Die Einführung eines ERP- oder Warenwirtschaftssystems ist für die meisten Unternehmen ein seltenes, aber folgenreiches Projekt. Wer den Ablauf kennt und typische Fehler vermeidet, spart Zeit, Geld und Nerven. Dieser Ratgeber zeigt die Phasen eines Einführungsprojekts und die Stolperfallen, die in der Praxis am häufigsten zu Verzögerungen führen.

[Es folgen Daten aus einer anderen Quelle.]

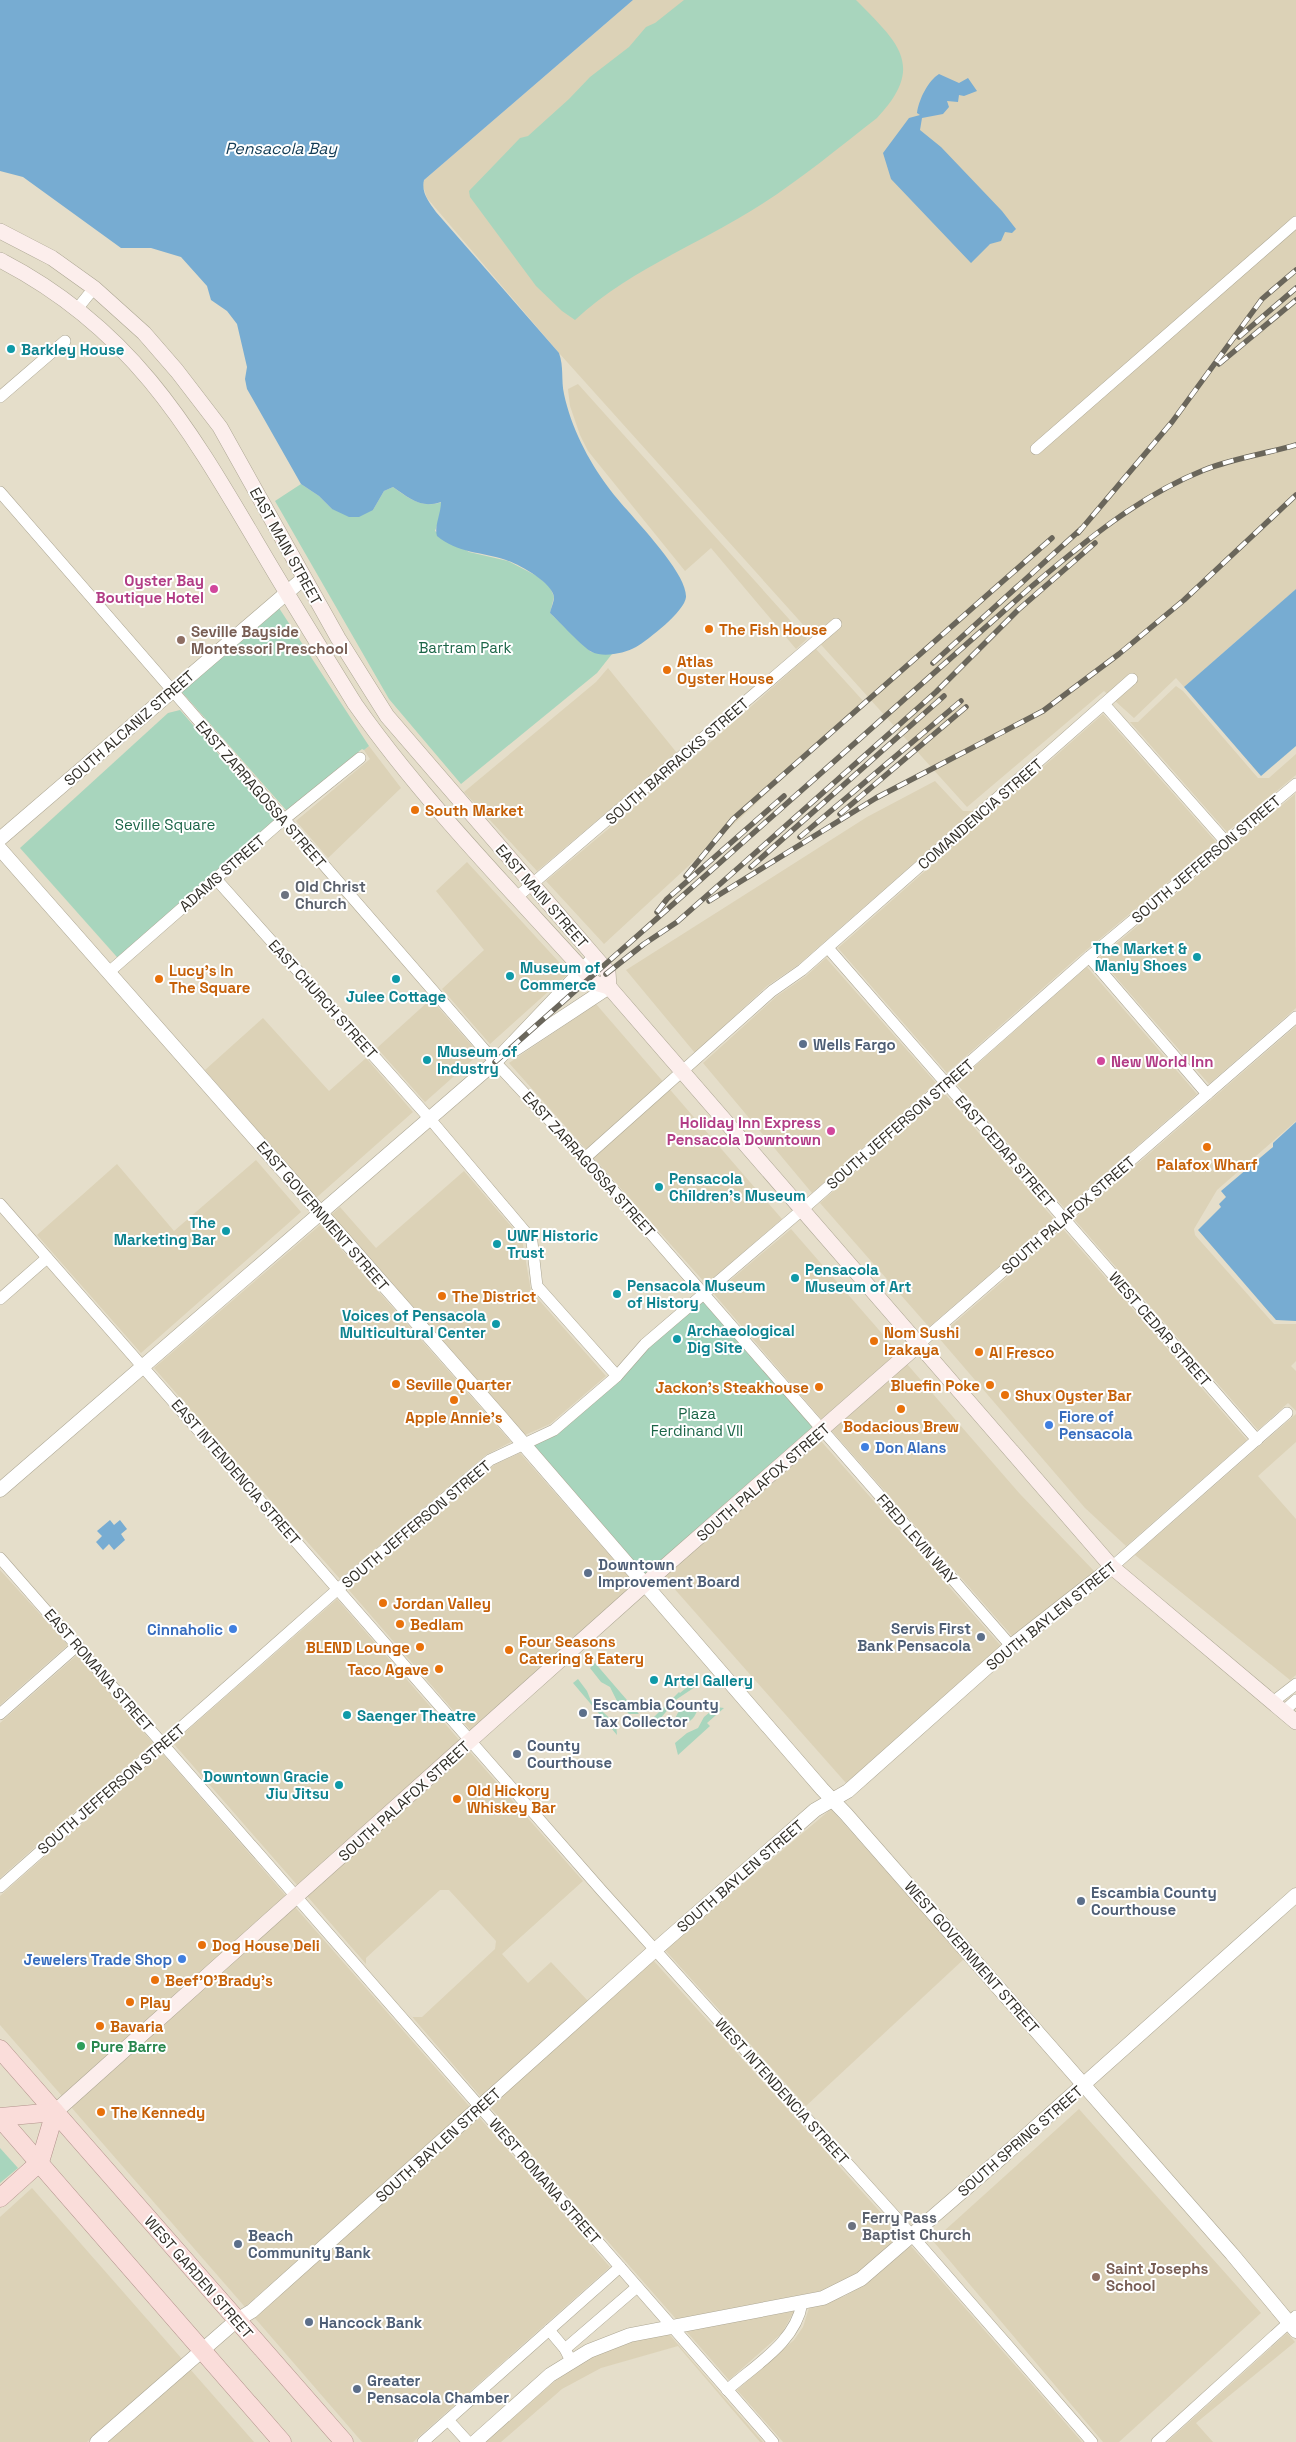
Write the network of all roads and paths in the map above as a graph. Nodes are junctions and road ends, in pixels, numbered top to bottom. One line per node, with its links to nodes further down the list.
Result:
1 (1296, 222): 8 (street)
2 (0, 231): 4 (main road, EAST MAIN STREET)
3 (0, 260): 5 (main road, EAST MAIN STREET)
4 (94, 288): 5 (street); 10 (main road, EAST MAIN STREET)
5 (77, 309): 11 (main road, EAST MAIN STREET)
6 (65, 341): 7 (street)
7 (0, 397)
8 (1036, 449)
9 (0, 492): 14 (street, EAST ZARRAGOSSA STREET)
10 (304, 578): 11 (street, SOUTH ALCANIZ STREET); 23 (main road, EAST MAIN STREET)
11 (286, 592): 14 (street, SOUTH ALCANIZ STREET); 24 (main road, EAST MAIN STREET)
12 (836, 624): 23 (street, SOUTH BARRACKS STREET)
13 (1132, 679): 15 (street, COMANDENCIA STREET)
14 (171, 691): 18 (street, EAST ZARRAGOSSA STREET); 19 (street, SOUTH ALCANIZ STREET)
15 (1104, 704): 20 (street); 25 (street, COMANDENCIA STREET)
16 (360, 758): 18 (street, ADAMS STREET)
17 (1296, 784): 20 (street, SOUTH JEFFERSON STREET)
18 (285, 820): 22 (street, ADAMS STREET); 32 (street, EAST ZARRAGOSSA STREET)
19 (0, 839)
20 (1226, 842): 26 (street, SOUTH JEFFERSON STREET)
21 (0, 848): 29 (street, EAST GOVERNMENT STREET)
22 (216, 879): 29 (street, ADAMS STREET); 36 (street, EAST CHURCH STREET)
23 (532, 884): 24 (street, SOUTH BARRACKS STREET); 27 (main road, EAST MAIN STREET)
24 (517, 897): 28 (main road, EAST MAIN STREET)
25 (828, 948): 33 (street, COMANDENCIA STREET); 34 (street, EAST CEDAR STREET)
26 (1089, 957): 34 (street, SOUTH JEFFERSON STREET); 35 (street)
27 (594, 958): 28 (street); 30 (main road, EAST MAIN STREET)
28 (582, 970): 30 (main road, EAST MAIN STREET); 32 (street)
29 (109, 972): 40 (street, EAST GOVERNMENT STREET)
30 (609, 988): 32 (street); 33 (main road)
31 (1296, 1017): 35 (street, SOUTH PALAFOX STREET)
32 (495, 1062): 36 (street); 37 (street, EAST ZARRAGOSSA STREET)
33 (684, 1072): 37 (street, COMANDENCIA STREET); 39 (main road)
34 (946, 1083): 39 (street, SOUTH JEFFERSON STREET); 41 (street, EAST CEDAR STREET)
35 (1208, 1094): 41 (street, SOUTH PALAFOX STREET)
36 (430, 1119): 40 (street); 47 (street, EAST CHURCH STREET)
37 (585, 1158): 43 (street, EAST ZARRAGOSSA STREET)
38 (0, 1204): 42 (street, EAST INTENDENCIA STREET)
39 (803, 1209): 43 (street, SOUTH JEFFERSON STREET); 45 (main road)
40 (320, 1214): 46 (street); 51 (street, EAST GOVERNMENT STREET)
41 (1064, 1219): 45 (street, SOUTH PALAFOX STREET); 50 (street, WEST CEDAR STREET)
42 (47, 1258): 44 (street); 46 (street, EAST INTENDENCIA STREET)
43 (704, 1294): 47 (street, SOUTH JEFFERSON STREET); 49 (street, EAST ZARRAGOSSA STREET)
44 (0, 1299)
45 (919, 1344): 49 (main road, SOUTH PALAFOX STREET); 54 (main road)
46 (143, 1367): 52 (street); 56 (street, EAST INTENDENCIA STREET)
47 (616, 1376): 51 (street, SOUTH JEFFERSON STREET)
48 (1287, 1413): 50 (street, SOUTH BAYLEN STREET)
49 (822, 1431): 55 (main road, SOUTH PALAFOX STREET); 58 (street, FRED LEVIN WAY)
50 (1257, 1440): 54 (street, SOUTH BAYLEN STREET)
51 (522, 1444): 55 (street, EAST GOVERNMENT STREET); 56 (street, SOUTH JEFFERSON STREET)
52 (0, 1490)
53 (0, 1558): 57 (street, EAST ROMANA STREET)
54 (1112, 1567): 58 (street, SOUTH BAYLEN STREET); 61 (main road)
55 (645, 1584): 64 (main road, SOUTH PALAFOX STREET); 66 (street, WEST GOVERNMENT STREET)
56 (338, 1589): 64 (street, EAST INTENDENCIA STREET); 65 (street, SOUTH JEFFERSON STREET)
57 (78, 1646): 62 (street); 65 (street, EAST ROMANA STREET)
58 (1011, 1646): 66 (street, SOUTH BAYLEN STREET)
59 (1296, 1684): 61 (street)
60 (1296, 1700): 61 (street)
61 (1279, 1706): 63 (main road)
62 (0, 1714)
63 (1296, 1722)
64 (471, 1742): 69 (main road, SOUTH PALAFOX STREET); 70 (street, WEST INTENDENCIA STREET)
65 (163, 1743): 67 (street, SOUTH JEFFERSON STREET); 69 (street, EAST ROMANA STREET)
66 (832, 1800): 70 (street, SOUTH BAYLEN STREET); 72 (street, WEST GOVERNMENT STREET)
67 (0, 1887)
68 (1296, 1895): 72 (street, SOUTH SPRING STREET)
69 (296, 1897): 73 (street, WEST ROMANA STREET); 74 (main road, SOUTH PALAFOX STREET)
70 (655, 1950): 73 (street, SOUTH BAYLEN STREET); 78 (street, WEST INTENDENCIA STREET)
71 (0, 2050): 74 (main road, WEST GARDEN STREET)
72 (1084, 2084): 78 (street, SOUTH SPRING STREET); 83 (street, WEST GOVERNMENT STREET)
73 (480, 2107): 79 (street, WEST ROMANA STREET); 82 (street, SOUTH BAYLEN STREET)
74 (55, 2112): 75 (main road); 76 (main road); 82 (main road, WEST GARDEN STREET)
75 (0, 2117): 76 (main road)
76 (40, 2162): 77 (main road); 86 (main road)
77 (0, 2198)
78 (912, 2236): 81 (street, SOUTH SPRING STREET); 97 (street, WEST INTENDENCIA STREET)
79 (620, 2267): 80 (street, WEST ROMANA STREET); 85 (street)
80 (637, 2287): 84 (street, WEST ROMANA STREET); 87 (street, SOUTH SPRING STREET)
81 (802, 2303): 84 (street, SOUTH SPRING STREET); 88 (street)
82 (237, 2320): 86 (street, SOUTH BAYLEN STREET); 92 (main road, WEST GARDEN STREET)
83 (1293, 2323): 98 (street)
84 (672, 2327): 87 (street, SOUTH SPRING STREET); 88 (street, WEST ROMANA STREET)
85 (548, 2330): 87 (street); 89 (street)
86 (202, 2350): 90 (street, SOUTH BAYLEN STREET); 91 (main road)
87 (568, 2356): 95 (street, SOUTH SPRING STREET)
88 (727, 2390): 96 (street, WEST ROMANA STREET)
89 (448, 2420): 93 (street); 94 (street)
90 (97, 2442)
91 (282, 2442)
92 (344, 2442)
93 (423, 2442)
94 (468, 2442)
95 (475, 2442)
96 (773, 2442)
97 (1092, 2442)
98 (1157, 2442)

Die Phasen eines Einführungsprojekts
Ein typisches Einführungsprojekt lässt sich grob in fünf Phasen gliedern: Anforderungsanalyse, Systemauswahl, Konfiguration und Customizing, Datenmigration sowie Schulung und Go-Live. Die Dauer variiert stark — von wenigen Wochen bei einer schlanken Cloud-Warenwirtschaft bis zu über einem Jahr bei einem komplexen ERP-Rollout mit mehreren Standorten.
- Anforderungsanalyse: Welche Prozesse müssen abgebildet werden, welche Schnittstellen sind nötig, wer sind die künftigen Nutzer/innen im System?

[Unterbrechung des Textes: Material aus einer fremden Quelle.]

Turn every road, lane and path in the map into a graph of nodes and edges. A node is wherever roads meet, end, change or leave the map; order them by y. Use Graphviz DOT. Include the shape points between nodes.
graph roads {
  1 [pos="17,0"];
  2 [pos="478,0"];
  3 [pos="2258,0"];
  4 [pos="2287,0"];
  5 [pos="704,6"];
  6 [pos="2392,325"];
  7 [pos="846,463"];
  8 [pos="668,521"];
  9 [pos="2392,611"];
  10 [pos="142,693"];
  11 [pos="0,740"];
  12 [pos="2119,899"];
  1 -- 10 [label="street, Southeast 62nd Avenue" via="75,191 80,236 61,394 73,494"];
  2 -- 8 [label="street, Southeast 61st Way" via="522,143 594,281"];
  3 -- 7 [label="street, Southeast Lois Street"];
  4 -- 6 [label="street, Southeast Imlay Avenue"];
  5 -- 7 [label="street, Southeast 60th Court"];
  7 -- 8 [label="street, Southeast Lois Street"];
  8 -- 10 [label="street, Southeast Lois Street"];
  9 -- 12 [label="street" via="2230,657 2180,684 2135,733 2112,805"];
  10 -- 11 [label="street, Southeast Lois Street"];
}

- Systemauswahl: Vergleich passender Anbieter anhand von Branche, Unternehmensgröße und Budget — Ausgangspunkt kann unser ERP-Finder sein.
- Konfiguration und Customizing: Anpassung des Systems an die eigenen Prozesse, von einfacher Konfiguration bis zu individueller Programmierung.
- Datenmigration: Übernahme von Artikel-, Kunden- und Bestandsdaten aus dem Altsystem — eine der fehleranfälligsten Phasen.
- Schulung und Go-Live: Einweisung der Mitarbeitenden und stufenweiser oder vollständiger Produktivstart.
Typische Fehler bei der Einführung
Unklare Anforderungen vor der Systemauswahl. Wer ein System auswählt, bevor die eigenen Prozesse dokumentiert sind, wählt häufig nach Marketingversprechen statt nach tatsächlichem Bedarf. Eine strukturierte Anforderungsliste vor dem ersten Anbietergespräch spart spätere Nachverhandlungen.
Unterschätzte Datenmigration. Alte Artikel-, Kunden- und Bestandsdaten sind selten so sauber, wie es scheint. Dubletten, veraltete Preise und inkonsistente Einheiten führen im neuen System zu Fehlern, wenn sie nicht vor der Migration bereinigt werden.
Zu wenig Zeit für Schulung. Ein neues System verändert eingespielte Arbeitsabläufe. Wird die Schulung zu knapp bemessen, sinkt die Akzeptanz im Team, und alte Workarounds setzen sich trotz neuer Software fort.
Fehlender interner Projektverantwortlicher. Ein Einführungsprojekt braucht eine Person im eigenen Unternehmen, die Entscheidungen trifft und zwischen Fachabteilungen und Softwareanbieter vermittelt — nicht nur den externen Berater oder Implementierungspartner.
Cloud oder On-Premise: Auswirkung auf das Projekt
Cloud-Systeme lassen sich in der Regel schneller einführen, da keine eigene Server-Infrastruktur aufgebaut werden muss und Updates automatisch erfolgen. On-Premise-Systeme bieten dafür mehr Kontrolle über Anpassungen und Datenhaltung, erfordern aber eigene IT-Ressourcen für Betrieb und Wartung. Mehr dazu in der Rubrik Cloud & On-Premise.
Häufige Fragen
Wie lange dauert eine typische ERP-Einführung?
Von wenigen Wochen bei kleinen Warenwirtschaftssystemen bis zu 6 bis 18 Monaten bei größeren ERP-Projekten mit mehreren Standorten oder starkem Customizing.
Sollte man während der Einführung parallel im Altsystem weiterarbeiten?
Ein Parallelbetrieb erhöht kurzfristig die Sicherheit, verursacht aber doppelten Pflegeaufwand. Viele Projekte planen stattdessen einen festen Stichtag für den Umstieg nach abgeschlossener Datenmigration und Schulung.
Wer sollte im Projektteam sitzen?
Mindestens ein interner Projektverantwortlicher, Vertreter/innen der wichtigsten betroffenen Abteilungen sowie der Implementierungspartner oder Softwareanbieter.